= EXERCISE INPUT =

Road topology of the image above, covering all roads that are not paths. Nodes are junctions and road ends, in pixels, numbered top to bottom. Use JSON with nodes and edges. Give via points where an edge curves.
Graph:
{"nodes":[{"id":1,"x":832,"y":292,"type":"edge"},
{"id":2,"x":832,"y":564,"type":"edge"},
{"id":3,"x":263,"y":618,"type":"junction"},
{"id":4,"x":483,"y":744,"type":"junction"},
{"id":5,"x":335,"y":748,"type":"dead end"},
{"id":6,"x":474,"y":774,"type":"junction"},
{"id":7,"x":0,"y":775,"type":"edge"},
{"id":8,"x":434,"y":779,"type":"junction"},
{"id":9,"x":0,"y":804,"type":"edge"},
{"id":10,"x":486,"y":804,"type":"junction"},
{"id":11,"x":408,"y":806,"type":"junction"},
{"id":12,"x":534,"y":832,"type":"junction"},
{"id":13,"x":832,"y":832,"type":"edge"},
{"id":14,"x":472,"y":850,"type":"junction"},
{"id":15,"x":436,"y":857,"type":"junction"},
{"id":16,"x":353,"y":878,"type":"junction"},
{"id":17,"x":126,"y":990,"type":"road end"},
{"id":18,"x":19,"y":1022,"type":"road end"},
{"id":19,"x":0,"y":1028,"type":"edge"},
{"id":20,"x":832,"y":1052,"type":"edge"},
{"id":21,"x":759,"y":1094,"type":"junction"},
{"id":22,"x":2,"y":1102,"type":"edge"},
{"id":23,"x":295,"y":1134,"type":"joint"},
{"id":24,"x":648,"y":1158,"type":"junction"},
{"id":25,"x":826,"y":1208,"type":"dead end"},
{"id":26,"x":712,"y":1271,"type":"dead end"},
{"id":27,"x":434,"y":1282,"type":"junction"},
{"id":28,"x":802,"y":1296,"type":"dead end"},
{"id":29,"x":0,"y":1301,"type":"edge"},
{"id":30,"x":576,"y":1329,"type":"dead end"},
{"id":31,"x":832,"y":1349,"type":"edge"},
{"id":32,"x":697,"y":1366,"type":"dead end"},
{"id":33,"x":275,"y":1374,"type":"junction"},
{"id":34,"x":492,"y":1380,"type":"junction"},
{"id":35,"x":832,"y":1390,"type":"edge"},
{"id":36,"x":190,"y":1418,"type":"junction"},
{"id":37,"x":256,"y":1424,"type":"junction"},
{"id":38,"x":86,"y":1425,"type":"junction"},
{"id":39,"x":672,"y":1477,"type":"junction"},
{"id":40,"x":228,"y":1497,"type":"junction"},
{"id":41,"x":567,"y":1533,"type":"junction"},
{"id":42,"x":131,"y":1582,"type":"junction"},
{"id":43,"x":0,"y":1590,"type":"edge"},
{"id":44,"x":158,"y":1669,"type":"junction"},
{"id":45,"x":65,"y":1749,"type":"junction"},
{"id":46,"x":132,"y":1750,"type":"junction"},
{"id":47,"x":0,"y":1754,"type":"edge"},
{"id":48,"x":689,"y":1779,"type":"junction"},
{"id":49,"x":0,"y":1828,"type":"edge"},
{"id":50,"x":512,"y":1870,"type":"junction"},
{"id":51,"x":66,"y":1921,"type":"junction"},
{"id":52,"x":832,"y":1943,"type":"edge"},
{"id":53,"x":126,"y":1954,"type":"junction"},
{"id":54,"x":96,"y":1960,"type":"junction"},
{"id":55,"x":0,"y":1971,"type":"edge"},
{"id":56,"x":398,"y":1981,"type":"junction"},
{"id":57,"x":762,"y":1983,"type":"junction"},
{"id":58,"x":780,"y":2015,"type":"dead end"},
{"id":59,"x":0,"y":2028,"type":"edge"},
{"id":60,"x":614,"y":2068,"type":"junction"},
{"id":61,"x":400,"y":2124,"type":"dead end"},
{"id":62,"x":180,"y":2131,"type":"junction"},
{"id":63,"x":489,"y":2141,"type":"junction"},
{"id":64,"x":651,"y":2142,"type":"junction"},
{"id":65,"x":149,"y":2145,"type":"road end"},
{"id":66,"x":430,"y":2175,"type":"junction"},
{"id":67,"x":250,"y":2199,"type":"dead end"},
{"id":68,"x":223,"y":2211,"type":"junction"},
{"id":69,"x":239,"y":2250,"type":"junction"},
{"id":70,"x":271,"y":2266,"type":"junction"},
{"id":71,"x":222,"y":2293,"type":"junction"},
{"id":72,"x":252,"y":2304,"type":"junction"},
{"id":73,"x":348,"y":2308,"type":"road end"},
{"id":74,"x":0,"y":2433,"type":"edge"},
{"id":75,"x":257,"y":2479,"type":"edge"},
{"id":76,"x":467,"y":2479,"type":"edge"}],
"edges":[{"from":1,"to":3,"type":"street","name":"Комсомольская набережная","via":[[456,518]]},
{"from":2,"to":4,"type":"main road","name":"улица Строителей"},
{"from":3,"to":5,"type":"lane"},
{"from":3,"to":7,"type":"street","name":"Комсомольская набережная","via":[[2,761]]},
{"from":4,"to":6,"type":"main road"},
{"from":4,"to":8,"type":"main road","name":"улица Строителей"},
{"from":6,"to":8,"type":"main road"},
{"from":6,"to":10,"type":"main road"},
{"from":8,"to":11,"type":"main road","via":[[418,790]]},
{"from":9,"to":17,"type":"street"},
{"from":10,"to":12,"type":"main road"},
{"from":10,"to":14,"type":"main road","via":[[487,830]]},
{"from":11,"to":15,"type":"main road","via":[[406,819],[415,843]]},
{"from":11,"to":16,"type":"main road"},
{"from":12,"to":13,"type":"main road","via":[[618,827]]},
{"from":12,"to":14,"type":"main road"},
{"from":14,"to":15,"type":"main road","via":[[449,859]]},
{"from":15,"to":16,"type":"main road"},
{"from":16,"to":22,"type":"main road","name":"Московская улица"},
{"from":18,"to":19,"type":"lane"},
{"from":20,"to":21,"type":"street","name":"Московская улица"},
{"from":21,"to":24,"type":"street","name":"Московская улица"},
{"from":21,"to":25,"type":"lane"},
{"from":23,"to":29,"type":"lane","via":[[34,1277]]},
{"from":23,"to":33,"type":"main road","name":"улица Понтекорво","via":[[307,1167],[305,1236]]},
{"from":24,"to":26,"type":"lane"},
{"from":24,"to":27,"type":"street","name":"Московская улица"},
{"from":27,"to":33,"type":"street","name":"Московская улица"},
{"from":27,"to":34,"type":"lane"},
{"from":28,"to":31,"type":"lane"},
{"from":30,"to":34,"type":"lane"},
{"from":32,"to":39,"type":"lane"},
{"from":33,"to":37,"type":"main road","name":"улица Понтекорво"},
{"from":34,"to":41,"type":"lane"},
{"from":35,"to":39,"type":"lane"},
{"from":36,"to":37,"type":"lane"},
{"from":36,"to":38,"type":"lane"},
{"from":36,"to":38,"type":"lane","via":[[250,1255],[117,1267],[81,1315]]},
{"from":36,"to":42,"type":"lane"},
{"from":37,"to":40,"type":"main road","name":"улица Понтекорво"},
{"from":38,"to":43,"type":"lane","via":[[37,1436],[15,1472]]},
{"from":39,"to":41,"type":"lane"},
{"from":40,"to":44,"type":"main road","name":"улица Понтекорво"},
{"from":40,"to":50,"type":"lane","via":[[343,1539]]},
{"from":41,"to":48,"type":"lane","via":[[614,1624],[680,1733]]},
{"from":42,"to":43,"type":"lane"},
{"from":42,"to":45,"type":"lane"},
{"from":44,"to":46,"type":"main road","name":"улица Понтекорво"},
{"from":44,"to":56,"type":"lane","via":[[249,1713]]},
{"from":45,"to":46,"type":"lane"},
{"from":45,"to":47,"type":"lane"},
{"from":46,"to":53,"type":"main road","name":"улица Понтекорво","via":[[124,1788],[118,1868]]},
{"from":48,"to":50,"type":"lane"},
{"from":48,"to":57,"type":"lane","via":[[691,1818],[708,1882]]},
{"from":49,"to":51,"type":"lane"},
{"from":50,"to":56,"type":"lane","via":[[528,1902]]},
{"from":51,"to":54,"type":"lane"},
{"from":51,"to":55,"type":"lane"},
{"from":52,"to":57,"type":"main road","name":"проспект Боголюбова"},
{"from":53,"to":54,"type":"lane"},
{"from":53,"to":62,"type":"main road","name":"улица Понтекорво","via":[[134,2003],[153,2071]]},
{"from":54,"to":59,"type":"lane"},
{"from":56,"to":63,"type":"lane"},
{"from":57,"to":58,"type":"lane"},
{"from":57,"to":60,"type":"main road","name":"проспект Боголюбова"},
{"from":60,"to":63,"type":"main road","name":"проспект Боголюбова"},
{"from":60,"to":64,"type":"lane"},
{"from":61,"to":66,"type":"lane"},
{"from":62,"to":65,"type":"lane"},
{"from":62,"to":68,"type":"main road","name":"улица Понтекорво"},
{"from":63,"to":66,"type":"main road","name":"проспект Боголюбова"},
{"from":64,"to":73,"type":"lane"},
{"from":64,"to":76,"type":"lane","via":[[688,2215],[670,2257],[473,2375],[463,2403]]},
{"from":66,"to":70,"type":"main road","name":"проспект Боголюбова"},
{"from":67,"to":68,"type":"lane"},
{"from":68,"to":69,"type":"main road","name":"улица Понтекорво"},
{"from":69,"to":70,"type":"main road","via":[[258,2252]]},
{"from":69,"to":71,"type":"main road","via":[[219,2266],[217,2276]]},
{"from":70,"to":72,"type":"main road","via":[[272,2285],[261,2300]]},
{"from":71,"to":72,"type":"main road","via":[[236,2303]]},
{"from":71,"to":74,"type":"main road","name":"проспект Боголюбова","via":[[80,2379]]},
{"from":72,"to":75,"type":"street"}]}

= TASK STATEMENT =
Give the number of lines in the records that contain the word "nodes", and write nothing else.

= RESPONSE TO THE TASK =
2